A MORTE COMO TABU CONTEMPORÂNEO
REPRESENTAÇÕES SOCIAIS E A NEGAÇÃO DA FINITUDE
Resumo
A negação moderna da morte, embora busque minimizar a dor, compromete a capacidade de encontrar sentido tanto na vida quanto em seu fim. Este artigo apresenta como a morte é percebida e vivenciada nas sociedades contemporâneas, analisando as transformações culturais que moldaram essa relação. Partindo do conceito de “morte interdita”, de Philippe Ariès (2012), discute-se como a modernidade deslocou a morte da esfera pública para o espaço privado, tornando-a um tabu. Por meio do conceito de “representações sociais”, de Roger Chartier (1991), o texto examina como práticas culturais e simbólicas moldam as percepções e atitude da vida cotidiana.
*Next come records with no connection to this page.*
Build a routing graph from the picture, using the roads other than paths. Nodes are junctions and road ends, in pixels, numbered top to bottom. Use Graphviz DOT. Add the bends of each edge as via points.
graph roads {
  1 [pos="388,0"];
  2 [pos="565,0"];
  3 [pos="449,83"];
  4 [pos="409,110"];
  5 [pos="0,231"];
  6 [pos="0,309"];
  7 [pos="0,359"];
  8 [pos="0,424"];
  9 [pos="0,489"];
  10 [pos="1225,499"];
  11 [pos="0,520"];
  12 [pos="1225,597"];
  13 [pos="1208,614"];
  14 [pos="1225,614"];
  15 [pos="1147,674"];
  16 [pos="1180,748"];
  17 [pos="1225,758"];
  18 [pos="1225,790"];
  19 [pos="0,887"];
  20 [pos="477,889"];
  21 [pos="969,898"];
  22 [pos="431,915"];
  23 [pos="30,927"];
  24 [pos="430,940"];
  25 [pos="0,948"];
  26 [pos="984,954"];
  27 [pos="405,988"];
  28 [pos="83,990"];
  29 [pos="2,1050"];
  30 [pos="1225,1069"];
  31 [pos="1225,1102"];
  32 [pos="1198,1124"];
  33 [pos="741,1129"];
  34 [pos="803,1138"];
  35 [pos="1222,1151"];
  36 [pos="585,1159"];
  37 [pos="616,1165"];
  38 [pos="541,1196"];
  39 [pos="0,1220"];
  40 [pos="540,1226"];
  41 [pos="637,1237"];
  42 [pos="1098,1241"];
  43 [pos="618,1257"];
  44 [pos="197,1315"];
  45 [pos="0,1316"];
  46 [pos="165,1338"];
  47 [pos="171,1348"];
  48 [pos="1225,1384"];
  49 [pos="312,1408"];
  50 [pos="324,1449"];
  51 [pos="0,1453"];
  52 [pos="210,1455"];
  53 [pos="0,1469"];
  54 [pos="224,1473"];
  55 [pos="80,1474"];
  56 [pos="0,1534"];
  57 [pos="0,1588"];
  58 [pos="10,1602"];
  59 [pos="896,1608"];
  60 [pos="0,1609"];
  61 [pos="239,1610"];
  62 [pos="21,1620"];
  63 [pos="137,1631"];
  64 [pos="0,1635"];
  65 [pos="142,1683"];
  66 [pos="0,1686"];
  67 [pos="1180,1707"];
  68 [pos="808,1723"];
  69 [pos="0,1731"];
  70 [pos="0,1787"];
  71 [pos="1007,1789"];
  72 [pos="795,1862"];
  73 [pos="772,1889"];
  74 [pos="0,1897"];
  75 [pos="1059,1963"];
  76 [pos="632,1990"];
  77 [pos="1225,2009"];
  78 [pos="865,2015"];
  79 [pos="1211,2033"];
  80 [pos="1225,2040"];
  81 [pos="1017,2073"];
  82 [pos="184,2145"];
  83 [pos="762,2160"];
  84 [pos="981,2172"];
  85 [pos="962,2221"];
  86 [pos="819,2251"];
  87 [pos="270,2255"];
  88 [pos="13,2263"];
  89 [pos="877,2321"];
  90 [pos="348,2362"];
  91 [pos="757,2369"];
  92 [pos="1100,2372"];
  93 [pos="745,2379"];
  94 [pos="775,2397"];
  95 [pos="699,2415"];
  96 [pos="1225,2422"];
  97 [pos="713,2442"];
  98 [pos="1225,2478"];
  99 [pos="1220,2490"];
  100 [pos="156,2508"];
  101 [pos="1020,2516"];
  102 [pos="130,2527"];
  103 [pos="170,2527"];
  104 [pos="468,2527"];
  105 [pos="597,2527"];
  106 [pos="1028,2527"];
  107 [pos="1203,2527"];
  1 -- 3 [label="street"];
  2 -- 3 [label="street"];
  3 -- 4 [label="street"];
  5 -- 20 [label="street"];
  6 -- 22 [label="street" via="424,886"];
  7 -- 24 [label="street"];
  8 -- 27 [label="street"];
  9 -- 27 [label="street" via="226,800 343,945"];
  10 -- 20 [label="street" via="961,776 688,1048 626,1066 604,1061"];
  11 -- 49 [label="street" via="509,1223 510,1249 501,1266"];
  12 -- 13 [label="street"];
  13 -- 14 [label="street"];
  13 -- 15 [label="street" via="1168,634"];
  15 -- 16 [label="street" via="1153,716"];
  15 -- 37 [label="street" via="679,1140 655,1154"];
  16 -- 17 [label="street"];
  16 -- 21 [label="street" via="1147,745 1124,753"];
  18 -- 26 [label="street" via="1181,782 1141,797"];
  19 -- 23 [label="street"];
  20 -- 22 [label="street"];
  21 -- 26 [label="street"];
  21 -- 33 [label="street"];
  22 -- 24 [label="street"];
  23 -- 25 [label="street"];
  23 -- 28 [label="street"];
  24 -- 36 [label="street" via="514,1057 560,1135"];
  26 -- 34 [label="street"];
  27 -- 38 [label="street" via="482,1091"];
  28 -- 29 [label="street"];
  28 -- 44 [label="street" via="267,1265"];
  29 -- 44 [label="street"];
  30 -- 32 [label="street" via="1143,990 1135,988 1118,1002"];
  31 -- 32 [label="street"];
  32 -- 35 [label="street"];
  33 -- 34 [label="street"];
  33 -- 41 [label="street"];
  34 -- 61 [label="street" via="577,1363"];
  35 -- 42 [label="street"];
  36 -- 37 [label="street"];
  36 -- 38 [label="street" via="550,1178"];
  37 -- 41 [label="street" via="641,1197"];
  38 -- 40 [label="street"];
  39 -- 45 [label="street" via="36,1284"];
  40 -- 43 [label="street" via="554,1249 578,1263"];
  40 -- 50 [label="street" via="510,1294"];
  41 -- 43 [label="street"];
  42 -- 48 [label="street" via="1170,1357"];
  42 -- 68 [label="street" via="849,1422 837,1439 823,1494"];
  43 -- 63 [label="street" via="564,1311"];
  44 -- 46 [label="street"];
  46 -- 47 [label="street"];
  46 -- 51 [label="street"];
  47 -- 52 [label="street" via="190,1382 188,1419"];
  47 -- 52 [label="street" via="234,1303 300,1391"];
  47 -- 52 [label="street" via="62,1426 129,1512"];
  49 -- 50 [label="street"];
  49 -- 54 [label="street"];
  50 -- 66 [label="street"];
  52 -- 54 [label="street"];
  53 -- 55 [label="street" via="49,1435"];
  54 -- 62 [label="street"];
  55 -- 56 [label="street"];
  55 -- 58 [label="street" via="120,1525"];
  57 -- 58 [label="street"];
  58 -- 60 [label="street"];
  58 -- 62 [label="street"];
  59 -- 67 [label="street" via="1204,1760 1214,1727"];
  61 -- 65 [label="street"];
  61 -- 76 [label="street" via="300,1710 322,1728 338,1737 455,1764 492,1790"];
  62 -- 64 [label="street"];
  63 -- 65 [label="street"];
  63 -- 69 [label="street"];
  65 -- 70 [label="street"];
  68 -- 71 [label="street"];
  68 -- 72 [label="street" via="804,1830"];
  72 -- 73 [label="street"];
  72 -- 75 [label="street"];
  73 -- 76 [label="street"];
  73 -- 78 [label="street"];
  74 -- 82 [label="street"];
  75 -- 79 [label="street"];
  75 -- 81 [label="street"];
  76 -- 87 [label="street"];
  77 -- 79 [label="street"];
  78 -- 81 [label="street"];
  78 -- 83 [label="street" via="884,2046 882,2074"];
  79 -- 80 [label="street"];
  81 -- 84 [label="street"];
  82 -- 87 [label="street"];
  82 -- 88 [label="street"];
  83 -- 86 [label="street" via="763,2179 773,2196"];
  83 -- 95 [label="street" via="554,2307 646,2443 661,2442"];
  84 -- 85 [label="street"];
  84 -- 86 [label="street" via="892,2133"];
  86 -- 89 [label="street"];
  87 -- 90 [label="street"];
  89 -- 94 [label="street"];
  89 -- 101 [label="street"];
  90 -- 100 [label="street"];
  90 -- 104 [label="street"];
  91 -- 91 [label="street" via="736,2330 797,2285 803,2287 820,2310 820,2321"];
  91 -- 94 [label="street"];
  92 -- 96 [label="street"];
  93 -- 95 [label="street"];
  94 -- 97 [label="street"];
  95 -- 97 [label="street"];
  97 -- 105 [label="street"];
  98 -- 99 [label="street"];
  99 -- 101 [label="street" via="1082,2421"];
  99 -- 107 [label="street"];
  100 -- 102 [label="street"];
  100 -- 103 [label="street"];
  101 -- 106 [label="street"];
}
A análise interdisciplinar integra ainda as críticas de Byung-Chul Han (2022) à modernidade tardia, que busca “matar a morte” ao neutralizar sua negatividade e esvaziar o morrer de significados existenciais. Por meio de uma revisão bibliográfica que dialoga com as obras de Ariès, Chartier e Han, o artigo propõe uma integração da morte como parte do ciclo existencial, sem negá-la ou instrumentalizá-la.